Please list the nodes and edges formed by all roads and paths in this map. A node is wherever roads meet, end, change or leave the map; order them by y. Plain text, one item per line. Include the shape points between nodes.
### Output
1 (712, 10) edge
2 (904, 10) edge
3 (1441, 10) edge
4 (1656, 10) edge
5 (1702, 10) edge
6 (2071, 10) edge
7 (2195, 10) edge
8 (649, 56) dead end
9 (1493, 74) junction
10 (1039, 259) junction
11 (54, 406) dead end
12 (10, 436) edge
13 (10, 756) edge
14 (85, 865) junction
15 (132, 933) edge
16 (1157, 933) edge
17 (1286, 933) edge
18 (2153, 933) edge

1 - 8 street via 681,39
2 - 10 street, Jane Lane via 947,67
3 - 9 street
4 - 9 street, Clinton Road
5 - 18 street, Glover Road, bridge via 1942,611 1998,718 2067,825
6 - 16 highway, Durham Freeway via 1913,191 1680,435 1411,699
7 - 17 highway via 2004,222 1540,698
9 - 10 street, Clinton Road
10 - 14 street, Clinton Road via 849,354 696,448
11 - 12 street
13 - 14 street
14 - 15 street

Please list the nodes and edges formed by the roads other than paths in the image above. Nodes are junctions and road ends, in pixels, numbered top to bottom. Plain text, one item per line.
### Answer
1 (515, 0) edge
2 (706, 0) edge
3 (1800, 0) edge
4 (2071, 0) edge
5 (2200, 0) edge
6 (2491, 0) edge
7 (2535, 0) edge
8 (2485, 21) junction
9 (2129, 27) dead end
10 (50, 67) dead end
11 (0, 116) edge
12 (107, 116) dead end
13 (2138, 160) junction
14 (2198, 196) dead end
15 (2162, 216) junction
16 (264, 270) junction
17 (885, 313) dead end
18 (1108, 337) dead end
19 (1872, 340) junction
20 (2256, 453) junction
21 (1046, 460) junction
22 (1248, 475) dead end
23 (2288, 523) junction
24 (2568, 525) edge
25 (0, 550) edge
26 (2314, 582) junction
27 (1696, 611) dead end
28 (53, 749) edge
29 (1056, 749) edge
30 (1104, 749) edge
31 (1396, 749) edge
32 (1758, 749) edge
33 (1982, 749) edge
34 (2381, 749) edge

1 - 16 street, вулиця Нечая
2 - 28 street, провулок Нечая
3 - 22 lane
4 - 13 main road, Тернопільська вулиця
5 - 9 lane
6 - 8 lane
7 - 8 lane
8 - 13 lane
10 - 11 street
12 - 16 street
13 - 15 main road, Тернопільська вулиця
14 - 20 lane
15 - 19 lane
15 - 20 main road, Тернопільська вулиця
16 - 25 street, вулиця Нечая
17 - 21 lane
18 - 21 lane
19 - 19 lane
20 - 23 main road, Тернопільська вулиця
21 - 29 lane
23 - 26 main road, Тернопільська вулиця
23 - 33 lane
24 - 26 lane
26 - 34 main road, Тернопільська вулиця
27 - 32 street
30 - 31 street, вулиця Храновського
☆ ☆ ☆ ☆ ☆
■ **Problem**
So that nothing is lost, return the listing exactly and completely.

■ **Output of the exercise**
Please list the nodes and edges formed by all roads and paths in this map. A node is wherever roads meet, end, change or leave the map; order them by y. Plain text, one item per line. Include the shape points between nodes.
### Output
1 (712, 10) edge
2 (904, 10) edge
3 (1441, 10) edge
4 (1656, 10) edge
5 (1702, 10) edge
6 (2071, 10) edge
7 (2195, 10) edge
8 (649, 56) dead end
9 (1493, 74) junction
10 (1039, 259) junction
11 (54, 406) dead end
12 (10, 436) edge
13 (10, 756) edge
14 (85, 865) junction
15 (132, 933) edge
16 (1157, 933) edge
17 (1286, 933) edge
18 (2153, 933) edge

1 - 8 street via 681,39
2 - 10 street, Jane Lane via 947,67
3 - 9 street
4 - 9 street, Clinton Road
5 - 18 street, Glover Road, bridge via 1942,611 1998,718 2067,825
6 - 16 highway, Durham Freeway via 1913,191 1680,435 1411,699
7 - 17 highway via 2004,222 1540,698
9 - 10 street, Clinton Road
10 - 14 street, Clinton Road via 849,354 696,448
11 - 12 street
13 - 14 street
14 - 15 street

Please list the nodes and edges formed by the roads other than paths in the image above. Nodes are junctions and road ends, in pixels, numbered top to bottom. Plain text, one item per line.
### Answer
1 (515, 0) edge
2 (706, 0) edge
3 (1800, 0) edge
4 (2071, 0) edge
5 (2200, 0) edge
6 (2491, 0) edge
7 (2535, 0) edge
8 (2485, 21) junction
9 (2129, 27) dead end
10 (50, 67) dead end
11 (0, 116) edge
12 (107, 116) dead end
13 (2138, 160) junction
14 (2198, 196) dead end
15 (2162, 216) junction
16 (264, 270) junction
17 (885, 313) dead end
18 (1108, 337) dead end
19 (1872, 340) junction
20 (2256, 453) junction
21 (1046, 460) junction
22 (1248, 475) dead end
23 (2288, 523) junction
24 (2568, 525) edge
25 (0, 550) edge
26 (2314, 582) junction
27 (1696, 611) dead end
28 (53, 749) edge
29 (1056, 749) edge
30 (1104, 749) edge
31 (1396, 749) edge
32 (1758, 749) edge
33 (1982, 749) edge
34 (2381, 749) edge

1 - 16 street, вулиця Нечая
2 - 28 street, провулок Нечая
3 - 22 lane
4 - 13 main road, Тернопільська вулиця
5 - 9 lane
6 - 8 lane
7 - 8 lane
8 - 13 lane
10 - 11 street
12 - 16 street
13 - 15 main road, Тернопільська вулиця
14 - 20 lane
15 - 19 lane
15 - 20 main road, Тернопільська вулиця
16 - 25 street, вулиця Нечая
17 - 21 lane
18 - 21 lane
19 - 19 lane
20 - 23 main road, Тернопільська вулиця
21 - 29 lane
23 - 26 main road, Тернопільська вулиця
23 - 33 lane
24 - 26 lane
26 - 34 main road, Тернопільська вулиця
27 - 32 street
30 - 31 street, вулиця Храновського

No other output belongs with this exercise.